Архиепископ Лука ответил: «Я учил и готов учить врачей тому, что знаю; я вернул жизнь и здоровье сотням, а может быть, и тысячам раненых и наверняка помог бы еще многим, если бы вы (он подчеркнул это «вы», давая понять слушателям, что придает слову широкий смысл. –
У областного начальства эти слова вызвали шок. Какое-то время в президиуме и в зале царила тягостная тишина. Кое-как придя в себя, председатель смог только сказать, что прошлое пора-де забыть, а жить надо настоящим и будущим. И тут снова раздался басовитый голос владыки Луки: «Ну, нет уж, извините, не забуду никогда!»[133]
На путях милосердного служения
Тамбовская область во время войны представляла собой территорию огромной тыловой госпитальной базы, где было развернуто около 250 госпиталей. На попечении врача Войно-Ясенецкого находилось 150 госпиталей, от пятисот до тысячи коек в каждом. Консультировал он также хирургическое отделение большой городской больницы.
Хирург Войно-Ясенецкий по-прежнему был готов работать сутками, несмотря на то, что скоро ему должно было исполниться семьдесят лет. «Работа в госпитале идет отлично, – писал он сыну и его семье. – Читаю лекции врачам о гнойных артритах… Свободных дней почти нет. По субботам два часа принимаю в поликлинике. Дома не принимаю, ибо это уже совсем непосильно для меня. Но больные, особенно деревенские, приезжающие издалека, этого не понимают и называют меня безжалостным архиереем. Это очень тяжело для меня. Придется в исключительных случаях и на дому принимать»[134]

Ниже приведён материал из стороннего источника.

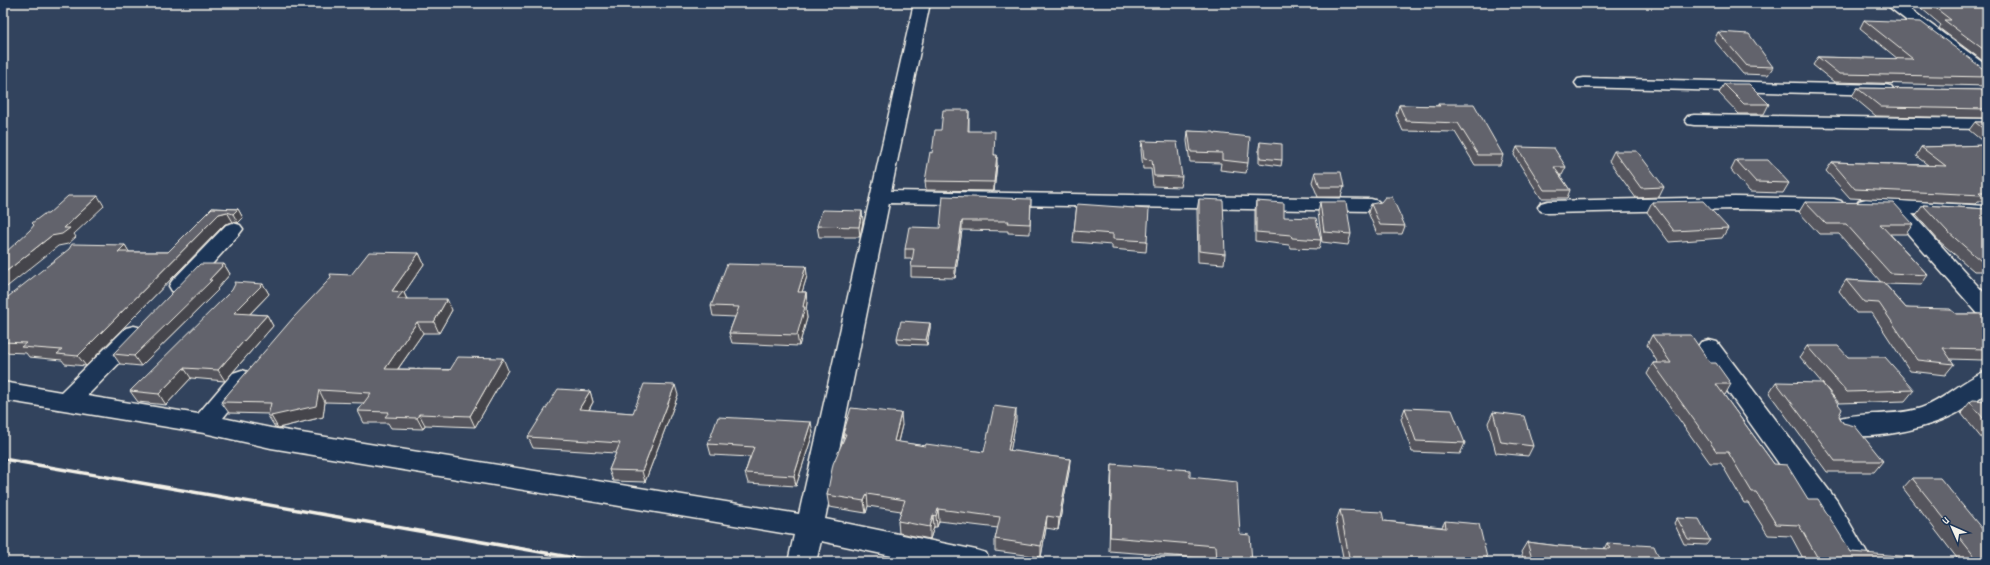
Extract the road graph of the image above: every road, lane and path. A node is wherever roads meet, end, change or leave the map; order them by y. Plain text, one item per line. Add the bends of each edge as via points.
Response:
1 (922, 3) edge
2 (1892, 3) edge
3 (1987, 74) edge
4 (1584, 83) dead end
5 (1902, 90) edge
6 (1694, 120) dead end
7 (1987, 124) edge
8 (880, 197) junction
9 (1371, 205) edge
10 (1894, 206) junction
11 (1548, 207) dead end
12 (1987, 212) edge
13 (233, 229) dead end
14 (167, 300) edge
15 (1987, 310) edge
16 (151, 317) edge
17 (1709, 348) dead end
18 (254, 365) edge
19 (1987, 380) edge
20 (3, 391) edge
21 (67, 401) junction
22 (204, 424) junction
23 (1845, 426) edge
24 (811, 527) junction
25 (802, 562) edge
26 (976, 562) edge
27 (1858, 562) edge

1 - 8 street
2 - 3 street
4 - 5 street
6 - 7 street
8 - 9 street
8 - 24 street
10 - 11 street via 1735,203
10 - 12 street
10 - 15 street
13 - 14 street
16 - 21 street
17 - 27 street via 1822,503
18 - 22 street
19 - 23 street via 1946,408 1924,416 1893,425
20 - 21 street
21 - 22 street via 122,400
22 - 24 street via 270,438
24 - 25 street
24 - 26 street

.Поначалу медицинская общественность весьма тепло встретила хирурга-архиепископа. Лука сообщал в письмах домой: «По просьбе Президиума (Хирургического общества) я сделал доклад об остеомиелите на окружной конференции Орловского военного округа. Выступал и заседал в президиуме в рясе, с крестом и панагией».
Вскоре после приезда в Тамбов Луку пригласили выступить на областном съезде медицинских работников. Он сделал полуторачасовой доклад по гнойной хирургии, который всем очень понравился. (Публика изумлялась: «Без бумажки – и так складно».) В воспоминаниях кандидата медицинских наук В. А. Полякова содержится описание этого заседания:
«На совещание собралось много народа. Все расселись по своим местам, а за столом президиума уже поднялся председательствующий полковник Легов, чтобы объявить название доклада и фамилию выступающего. Но вдруг широко открылись обе створки двери, и в зал вошел человек огромного роста, в очках и в черной широкой рясе. Его седые волосы ниспадали до плеч.
Легкая, прозрачная, белая кружевная борода покоилась на груди. Ниже ее, колеблемые дыханием, висели на тонких цепях большой серебряный крест и панагия, увенчанная русской императорской короной. Губы под усами были крепко сжаты. Большие белые руки перебирали черные матовые четки. Человек медленно вошел в зал и сел в первом ряду. Председательствующий обратился к нему с просьбой занять место в президиуме. Человек, не торопясь поднялся, прошел на подмостки и сел в предложенное ему кресло…
Обращаясь к присутствующим в зале, председатель собрания объявил: “Слово для доклада об огнестрельном остеомиелите предоставляется профессору Войно-Ясенецкому”»[135]
.Многих, не знавших, что знаменитый профессор Войно-Ясенецкий и архиепископ Лука – одно и то же лицо, озадачил внешний вид профессора. Среди присутствующих после заседания возникли всякого рода разговоры. Некоторые молодые врачи возмущались демонстративным выступлением профессора хирургии в архиерейском облачении. Об этом «возмутительном событии» уполномоченный Медведев сообщил в Совет по делам Русской православной церкви и доложил в Управление НКГБ по Тамбовской области.
Съезд проходил в здании областного театра, и организаторы съезда пригласили Войно-Ясенецкого посмотреть вместе с другими врачами популярную в те времена пьесу Н. Ф. Погодина «Кремлевские куранты». Обычно Лука в театр и кино не ходил, но на этот раз поддался уговорам. Может быть, почувствовал общее к себе доброжелательное отношение и симпатию. Даже сохранилась фотография: театральный зал, переполненный военными и гражданскими медиками, и в первом ряду, перед самой сценой, в черной рясе архиепископ Лука.
Однако последствия оказались для Луки весьма болезненными и неожиданными. Уже на следующий день три молодые прихожанки-медички заявили своему пастырю неудовольствие. По их мнению, он не должен был в духовном облачении появляться в театре. Так как это разочаровывает верующих: нельзя клеймить в проповедях чужие соблазны и соблазняться самому. Суждение трех медсестер, может, по-юношески бескомпромиссное, Луку поразило. Поразил не сам факт замечания, а сущность их претензий: если ты монах, то и веди себя как монах.